Kerry: il Papa un argine contro le forze del caos E l’America è con lui
Kerry: gli attori religiosi hanno un ruolo fondamentale contro le forze del caos
Il Segretario di Stato americano, John Kerry, al Corriere: «Il Papa si trova in una posizione davvero unica per richiamare le parti in conflitto alla pace e alla riconciliazione. E facendolo dimostra che gli attori religiosi possono giocare un ruolo fondamentale nel contenere le forze del caos e stabilire un ordine mondiale più giusto». Kerry è «profondamente e favorevolmente colpito dalla simmetria tra le priorità diplomatiche del santo Padre e quelle dell’Amministrazione Usa».

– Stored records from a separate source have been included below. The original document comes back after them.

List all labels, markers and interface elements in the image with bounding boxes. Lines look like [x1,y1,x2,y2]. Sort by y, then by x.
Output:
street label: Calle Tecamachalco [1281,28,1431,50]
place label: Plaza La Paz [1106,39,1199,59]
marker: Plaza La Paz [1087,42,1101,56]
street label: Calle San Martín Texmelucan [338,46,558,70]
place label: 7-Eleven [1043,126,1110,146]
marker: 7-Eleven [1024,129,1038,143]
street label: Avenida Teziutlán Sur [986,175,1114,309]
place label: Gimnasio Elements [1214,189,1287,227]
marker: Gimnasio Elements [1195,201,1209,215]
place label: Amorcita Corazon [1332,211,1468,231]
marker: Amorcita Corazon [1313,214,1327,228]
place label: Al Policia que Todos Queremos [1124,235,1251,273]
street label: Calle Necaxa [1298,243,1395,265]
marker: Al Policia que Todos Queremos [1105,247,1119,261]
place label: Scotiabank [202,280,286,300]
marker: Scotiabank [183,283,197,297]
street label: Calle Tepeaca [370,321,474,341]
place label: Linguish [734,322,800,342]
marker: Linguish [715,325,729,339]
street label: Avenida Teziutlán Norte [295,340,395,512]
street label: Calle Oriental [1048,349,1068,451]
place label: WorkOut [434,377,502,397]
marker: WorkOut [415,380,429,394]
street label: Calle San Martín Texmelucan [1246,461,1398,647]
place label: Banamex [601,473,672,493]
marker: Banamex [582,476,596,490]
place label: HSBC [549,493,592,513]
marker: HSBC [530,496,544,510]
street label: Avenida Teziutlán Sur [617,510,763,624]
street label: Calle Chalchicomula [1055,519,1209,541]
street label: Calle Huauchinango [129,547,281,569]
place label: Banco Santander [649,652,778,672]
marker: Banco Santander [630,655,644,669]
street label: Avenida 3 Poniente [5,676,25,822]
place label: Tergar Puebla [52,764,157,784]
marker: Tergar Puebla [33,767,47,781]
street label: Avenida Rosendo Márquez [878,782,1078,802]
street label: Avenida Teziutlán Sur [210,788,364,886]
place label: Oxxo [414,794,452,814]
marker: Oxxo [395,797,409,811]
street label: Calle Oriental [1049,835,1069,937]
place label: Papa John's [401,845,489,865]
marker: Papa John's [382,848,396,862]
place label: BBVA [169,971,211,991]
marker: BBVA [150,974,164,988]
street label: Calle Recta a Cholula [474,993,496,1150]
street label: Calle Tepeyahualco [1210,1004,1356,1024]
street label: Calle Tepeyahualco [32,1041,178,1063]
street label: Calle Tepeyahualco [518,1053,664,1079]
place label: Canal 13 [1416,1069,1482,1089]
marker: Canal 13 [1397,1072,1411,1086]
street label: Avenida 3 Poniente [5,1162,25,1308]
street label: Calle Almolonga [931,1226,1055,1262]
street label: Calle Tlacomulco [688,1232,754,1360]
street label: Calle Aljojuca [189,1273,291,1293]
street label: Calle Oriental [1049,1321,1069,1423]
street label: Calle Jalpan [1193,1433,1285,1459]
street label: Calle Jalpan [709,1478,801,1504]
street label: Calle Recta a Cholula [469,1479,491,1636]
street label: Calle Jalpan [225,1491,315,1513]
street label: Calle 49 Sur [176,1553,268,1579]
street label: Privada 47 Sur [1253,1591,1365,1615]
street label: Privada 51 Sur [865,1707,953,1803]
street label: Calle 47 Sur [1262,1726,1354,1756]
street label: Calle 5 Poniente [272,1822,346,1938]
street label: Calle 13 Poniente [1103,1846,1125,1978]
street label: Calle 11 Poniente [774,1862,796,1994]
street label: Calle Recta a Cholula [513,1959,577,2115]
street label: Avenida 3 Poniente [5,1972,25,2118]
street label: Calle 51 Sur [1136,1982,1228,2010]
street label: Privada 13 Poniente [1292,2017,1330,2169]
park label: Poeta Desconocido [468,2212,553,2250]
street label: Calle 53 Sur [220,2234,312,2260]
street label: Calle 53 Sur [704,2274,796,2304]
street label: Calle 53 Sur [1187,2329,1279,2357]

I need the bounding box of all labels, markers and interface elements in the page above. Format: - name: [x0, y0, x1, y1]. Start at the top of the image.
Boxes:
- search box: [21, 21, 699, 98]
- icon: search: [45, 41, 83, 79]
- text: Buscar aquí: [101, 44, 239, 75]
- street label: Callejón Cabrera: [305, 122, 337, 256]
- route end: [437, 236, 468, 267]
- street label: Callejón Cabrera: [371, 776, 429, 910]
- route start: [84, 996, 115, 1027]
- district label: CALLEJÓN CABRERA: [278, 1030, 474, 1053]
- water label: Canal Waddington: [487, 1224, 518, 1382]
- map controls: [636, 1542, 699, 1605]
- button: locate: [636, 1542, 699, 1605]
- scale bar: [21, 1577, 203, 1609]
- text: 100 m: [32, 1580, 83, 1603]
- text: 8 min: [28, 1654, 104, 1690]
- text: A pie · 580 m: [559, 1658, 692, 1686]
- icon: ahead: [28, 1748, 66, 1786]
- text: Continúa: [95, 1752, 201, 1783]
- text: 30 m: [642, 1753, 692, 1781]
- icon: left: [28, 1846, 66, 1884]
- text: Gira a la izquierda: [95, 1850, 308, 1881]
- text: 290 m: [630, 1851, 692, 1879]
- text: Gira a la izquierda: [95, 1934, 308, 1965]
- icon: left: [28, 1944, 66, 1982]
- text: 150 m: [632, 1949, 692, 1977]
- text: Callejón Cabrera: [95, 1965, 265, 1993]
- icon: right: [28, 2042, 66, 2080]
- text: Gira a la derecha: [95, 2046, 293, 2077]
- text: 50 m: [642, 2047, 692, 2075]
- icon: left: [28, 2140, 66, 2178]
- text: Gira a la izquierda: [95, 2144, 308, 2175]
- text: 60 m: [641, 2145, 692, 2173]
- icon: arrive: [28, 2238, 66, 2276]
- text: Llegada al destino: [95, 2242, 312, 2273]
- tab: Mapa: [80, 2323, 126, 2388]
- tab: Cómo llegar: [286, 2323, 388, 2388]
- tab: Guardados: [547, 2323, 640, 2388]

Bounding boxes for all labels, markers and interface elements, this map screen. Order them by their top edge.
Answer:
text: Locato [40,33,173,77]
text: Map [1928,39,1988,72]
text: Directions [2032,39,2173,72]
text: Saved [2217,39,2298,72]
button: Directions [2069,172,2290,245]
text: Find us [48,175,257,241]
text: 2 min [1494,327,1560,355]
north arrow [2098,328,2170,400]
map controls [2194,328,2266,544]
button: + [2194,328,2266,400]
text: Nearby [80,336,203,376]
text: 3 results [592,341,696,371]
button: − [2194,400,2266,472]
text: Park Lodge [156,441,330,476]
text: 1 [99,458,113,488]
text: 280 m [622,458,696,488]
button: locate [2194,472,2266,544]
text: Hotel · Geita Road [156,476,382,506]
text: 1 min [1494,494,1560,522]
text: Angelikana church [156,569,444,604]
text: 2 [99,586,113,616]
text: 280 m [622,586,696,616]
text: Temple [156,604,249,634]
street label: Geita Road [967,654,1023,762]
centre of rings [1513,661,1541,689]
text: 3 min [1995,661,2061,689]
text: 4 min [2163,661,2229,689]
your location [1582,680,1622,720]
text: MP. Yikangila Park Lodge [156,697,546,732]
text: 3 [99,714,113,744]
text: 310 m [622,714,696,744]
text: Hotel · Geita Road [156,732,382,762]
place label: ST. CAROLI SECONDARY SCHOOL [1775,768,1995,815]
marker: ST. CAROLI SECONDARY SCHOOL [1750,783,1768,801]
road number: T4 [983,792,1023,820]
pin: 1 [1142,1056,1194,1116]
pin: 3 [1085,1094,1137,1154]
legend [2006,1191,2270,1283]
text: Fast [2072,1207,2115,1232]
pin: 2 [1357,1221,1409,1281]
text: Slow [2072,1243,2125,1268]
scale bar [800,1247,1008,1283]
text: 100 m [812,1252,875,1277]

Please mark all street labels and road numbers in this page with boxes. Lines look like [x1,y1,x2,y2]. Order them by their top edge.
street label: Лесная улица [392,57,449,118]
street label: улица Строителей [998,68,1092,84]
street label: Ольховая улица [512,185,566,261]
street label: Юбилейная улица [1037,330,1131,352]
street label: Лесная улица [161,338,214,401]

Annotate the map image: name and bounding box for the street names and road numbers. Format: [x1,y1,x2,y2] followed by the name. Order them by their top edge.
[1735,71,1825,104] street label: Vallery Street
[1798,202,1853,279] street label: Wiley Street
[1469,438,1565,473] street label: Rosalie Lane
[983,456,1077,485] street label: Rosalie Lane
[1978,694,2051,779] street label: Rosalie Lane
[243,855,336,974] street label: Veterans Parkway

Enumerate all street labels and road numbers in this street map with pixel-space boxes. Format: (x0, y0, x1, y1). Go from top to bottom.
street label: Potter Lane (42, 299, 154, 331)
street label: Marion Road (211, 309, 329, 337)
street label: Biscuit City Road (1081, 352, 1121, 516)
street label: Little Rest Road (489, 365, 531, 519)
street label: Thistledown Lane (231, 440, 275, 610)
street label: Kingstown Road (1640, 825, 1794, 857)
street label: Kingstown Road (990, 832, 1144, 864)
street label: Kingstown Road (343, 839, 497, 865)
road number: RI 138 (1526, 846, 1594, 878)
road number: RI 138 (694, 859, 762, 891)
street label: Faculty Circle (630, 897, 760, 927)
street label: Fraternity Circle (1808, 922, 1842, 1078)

In Francesco vede una delle personalità più influenti, dal punto di vista geopolitico. «Il Papa», spiega John Kerry, «si trova in una posizione davvero unica per richiamare le parti in conflitto alla pace e alla riconciliazione. E facendolo, dimostra una delle mie convinzioni più profonde: che gli attori religiosi possono giocare un ruolo fondamentale nel contenere le forze del caos e stabilire un ordine mondiale più giusto». Il «ministro degli Esteri» americano riconosce al Pontefice argentino un ruolo strategico nei rapporti tra Washington e L’Avana. «La sua iniziativa diplomatica è stata molto utile per fare evolvere le relazioni tra i due Paesi. E riflette la leadership e il dinamismo di papa Francesco nella politica globale. Siamo incoraggiati dal progresso che registriamo col governo di Cuba su molti fronti diplomatici». Ancora, ammette di essere «rimasto profondamente e favorevolmente colpito dalla simmetria tra le priorità diplomatiche del santo Padre e quelle della nostra Amministrazione». E a chi, tra gli intellettuali statunitensi, ha definito l’America «post-cristiana», risponde: «Gli Stati Uniti rimangono una delle società più religiose del mondo, e il suo paesaggio religioso continua ad essere in movimento. Il pluralismo religioso è una fonte della sua forza».
Il benvenuto del capo della diplomazia di Barack Obama a Jorge Mario Bergoglio sul suolo nordamericano è istituzionale, prudente; ma anche caldo e convinto. Lo dimostra in questa intervista al Corriere della Sera, proprio nelle ore immediatamente successive all’arrivo di Francesco sul suolo degli Stati Uniti: la prima volta nella sua vita. Il Segretario di Stato americano, cattolico di Aurora, in Colorado, 71 anni, veterano della guerra in Vietnam, e candidato Democratico alla Casa Bianca nel 2004, quando fu sconfitto dal Repubblicano (e protestante) George Bush e dalle polemiche di alcuni vescovi conservatori per le sue posizioni progressiste, insiste sui punti di convergenza con la Roma papale. Spiega le peculiarità di un’America che fa della diversità, anche delle fedi, una delle sue ricchezze più apprezzate. E adesso, come gran parte del popolo americano, aspetta di ascoltare le parole di Francesco nel suo viaggio più lungo e, forse, più intrigante.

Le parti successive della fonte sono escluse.